> _About this exercise_:
Please say how many lines of the entries below contain the word "Gerry", and leave out everything else.
*-*-*
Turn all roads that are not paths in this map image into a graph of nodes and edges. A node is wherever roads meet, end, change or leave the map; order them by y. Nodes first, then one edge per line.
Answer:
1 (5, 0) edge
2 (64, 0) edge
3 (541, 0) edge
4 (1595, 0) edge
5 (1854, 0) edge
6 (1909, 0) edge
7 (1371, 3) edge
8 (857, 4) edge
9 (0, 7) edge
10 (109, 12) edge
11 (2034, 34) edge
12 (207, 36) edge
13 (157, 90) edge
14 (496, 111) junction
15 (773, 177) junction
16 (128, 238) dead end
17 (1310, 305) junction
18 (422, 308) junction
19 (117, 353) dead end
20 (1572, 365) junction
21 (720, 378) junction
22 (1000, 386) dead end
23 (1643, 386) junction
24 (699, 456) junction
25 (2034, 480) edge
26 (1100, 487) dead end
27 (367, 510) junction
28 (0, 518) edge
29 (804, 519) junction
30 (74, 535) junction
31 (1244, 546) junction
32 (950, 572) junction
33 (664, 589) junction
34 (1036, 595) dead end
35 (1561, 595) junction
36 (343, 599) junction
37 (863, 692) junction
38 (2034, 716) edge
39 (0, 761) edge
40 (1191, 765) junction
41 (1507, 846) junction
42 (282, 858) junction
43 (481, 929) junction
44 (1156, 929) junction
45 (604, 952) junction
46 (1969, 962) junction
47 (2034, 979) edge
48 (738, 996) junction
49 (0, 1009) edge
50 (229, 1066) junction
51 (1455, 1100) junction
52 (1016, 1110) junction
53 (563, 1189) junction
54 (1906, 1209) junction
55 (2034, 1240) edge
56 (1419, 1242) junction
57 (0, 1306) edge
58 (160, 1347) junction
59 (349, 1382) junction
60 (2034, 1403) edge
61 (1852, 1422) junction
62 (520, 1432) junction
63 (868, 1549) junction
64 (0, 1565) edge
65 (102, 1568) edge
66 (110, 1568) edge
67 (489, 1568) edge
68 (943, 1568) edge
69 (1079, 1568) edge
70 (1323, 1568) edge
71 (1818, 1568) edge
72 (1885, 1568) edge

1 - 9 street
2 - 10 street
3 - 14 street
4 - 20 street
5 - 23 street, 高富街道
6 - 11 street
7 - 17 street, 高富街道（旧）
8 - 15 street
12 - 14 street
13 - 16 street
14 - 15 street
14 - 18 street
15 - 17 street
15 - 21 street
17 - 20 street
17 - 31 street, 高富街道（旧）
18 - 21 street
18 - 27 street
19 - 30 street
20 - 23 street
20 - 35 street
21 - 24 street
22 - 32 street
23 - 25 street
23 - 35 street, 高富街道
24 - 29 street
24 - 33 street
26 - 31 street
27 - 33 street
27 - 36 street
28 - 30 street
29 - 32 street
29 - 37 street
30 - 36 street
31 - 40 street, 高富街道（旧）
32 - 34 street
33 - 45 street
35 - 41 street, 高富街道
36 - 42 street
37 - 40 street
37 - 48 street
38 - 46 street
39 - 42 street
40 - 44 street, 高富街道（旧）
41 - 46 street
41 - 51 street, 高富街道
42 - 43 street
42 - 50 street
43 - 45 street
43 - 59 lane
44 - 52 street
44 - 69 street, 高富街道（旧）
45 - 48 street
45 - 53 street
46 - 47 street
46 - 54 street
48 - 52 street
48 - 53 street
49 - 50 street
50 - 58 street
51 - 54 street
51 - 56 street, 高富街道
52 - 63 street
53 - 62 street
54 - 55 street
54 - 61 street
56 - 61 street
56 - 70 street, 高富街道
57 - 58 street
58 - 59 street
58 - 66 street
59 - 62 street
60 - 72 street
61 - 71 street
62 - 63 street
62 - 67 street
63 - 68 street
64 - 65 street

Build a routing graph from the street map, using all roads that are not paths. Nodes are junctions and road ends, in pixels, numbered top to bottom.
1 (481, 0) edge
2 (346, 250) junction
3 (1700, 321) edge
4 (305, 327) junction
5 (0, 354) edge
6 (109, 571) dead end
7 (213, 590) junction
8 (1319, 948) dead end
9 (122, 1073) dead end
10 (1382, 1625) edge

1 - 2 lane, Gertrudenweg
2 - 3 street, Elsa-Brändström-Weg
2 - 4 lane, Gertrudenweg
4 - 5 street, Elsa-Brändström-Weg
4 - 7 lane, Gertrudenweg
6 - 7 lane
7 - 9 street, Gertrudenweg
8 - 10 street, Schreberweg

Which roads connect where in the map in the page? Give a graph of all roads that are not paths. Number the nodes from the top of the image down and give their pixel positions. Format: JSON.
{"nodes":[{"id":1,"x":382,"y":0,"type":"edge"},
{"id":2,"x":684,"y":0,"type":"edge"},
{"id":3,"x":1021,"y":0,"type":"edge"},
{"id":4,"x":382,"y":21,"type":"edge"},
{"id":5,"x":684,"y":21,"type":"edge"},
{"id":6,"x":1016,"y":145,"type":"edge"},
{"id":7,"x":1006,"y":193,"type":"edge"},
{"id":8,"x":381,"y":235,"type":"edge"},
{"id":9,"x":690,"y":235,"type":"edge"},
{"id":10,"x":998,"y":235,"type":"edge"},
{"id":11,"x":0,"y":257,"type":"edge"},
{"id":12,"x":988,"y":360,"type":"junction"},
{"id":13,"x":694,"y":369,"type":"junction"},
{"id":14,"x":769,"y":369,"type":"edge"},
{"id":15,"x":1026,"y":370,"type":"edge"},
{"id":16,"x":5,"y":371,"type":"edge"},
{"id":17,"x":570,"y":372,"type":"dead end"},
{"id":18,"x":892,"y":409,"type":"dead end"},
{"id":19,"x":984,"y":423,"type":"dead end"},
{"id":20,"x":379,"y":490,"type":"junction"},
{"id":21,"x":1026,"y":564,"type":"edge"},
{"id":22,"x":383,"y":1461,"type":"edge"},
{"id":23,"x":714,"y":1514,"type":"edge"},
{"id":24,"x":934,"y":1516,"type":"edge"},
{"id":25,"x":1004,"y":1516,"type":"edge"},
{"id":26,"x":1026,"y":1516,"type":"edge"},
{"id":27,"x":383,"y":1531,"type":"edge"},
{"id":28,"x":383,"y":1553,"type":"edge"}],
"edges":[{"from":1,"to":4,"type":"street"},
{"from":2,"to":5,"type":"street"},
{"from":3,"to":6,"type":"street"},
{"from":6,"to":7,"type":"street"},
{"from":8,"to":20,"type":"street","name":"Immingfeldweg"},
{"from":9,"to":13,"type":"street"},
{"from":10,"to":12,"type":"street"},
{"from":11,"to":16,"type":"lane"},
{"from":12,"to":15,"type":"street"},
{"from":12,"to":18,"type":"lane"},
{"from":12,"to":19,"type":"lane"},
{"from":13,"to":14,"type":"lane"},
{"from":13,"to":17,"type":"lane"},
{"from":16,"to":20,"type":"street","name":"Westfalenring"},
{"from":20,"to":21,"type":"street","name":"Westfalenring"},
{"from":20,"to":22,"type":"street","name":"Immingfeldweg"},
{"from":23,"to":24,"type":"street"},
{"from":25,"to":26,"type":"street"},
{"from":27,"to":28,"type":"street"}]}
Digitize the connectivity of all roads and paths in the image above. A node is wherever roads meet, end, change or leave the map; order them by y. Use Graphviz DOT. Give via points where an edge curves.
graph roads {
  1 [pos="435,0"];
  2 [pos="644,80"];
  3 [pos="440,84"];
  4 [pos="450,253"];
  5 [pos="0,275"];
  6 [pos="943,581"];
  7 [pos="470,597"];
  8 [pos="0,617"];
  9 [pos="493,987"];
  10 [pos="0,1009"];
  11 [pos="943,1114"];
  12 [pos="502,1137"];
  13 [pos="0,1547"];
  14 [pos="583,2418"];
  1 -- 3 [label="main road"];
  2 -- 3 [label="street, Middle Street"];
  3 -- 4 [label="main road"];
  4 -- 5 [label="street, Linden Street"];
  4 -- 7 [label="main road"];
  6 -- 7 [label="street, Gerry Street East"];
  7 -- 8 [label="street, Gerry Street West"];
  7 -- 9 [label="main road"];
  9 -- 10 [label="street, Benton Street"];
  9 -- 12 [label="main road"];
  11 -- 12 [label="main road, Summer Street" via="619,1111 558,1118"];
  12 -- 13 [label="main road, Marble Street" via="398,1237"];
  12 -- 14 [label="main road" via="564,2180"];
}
*-*-*
> _Solution below_:
2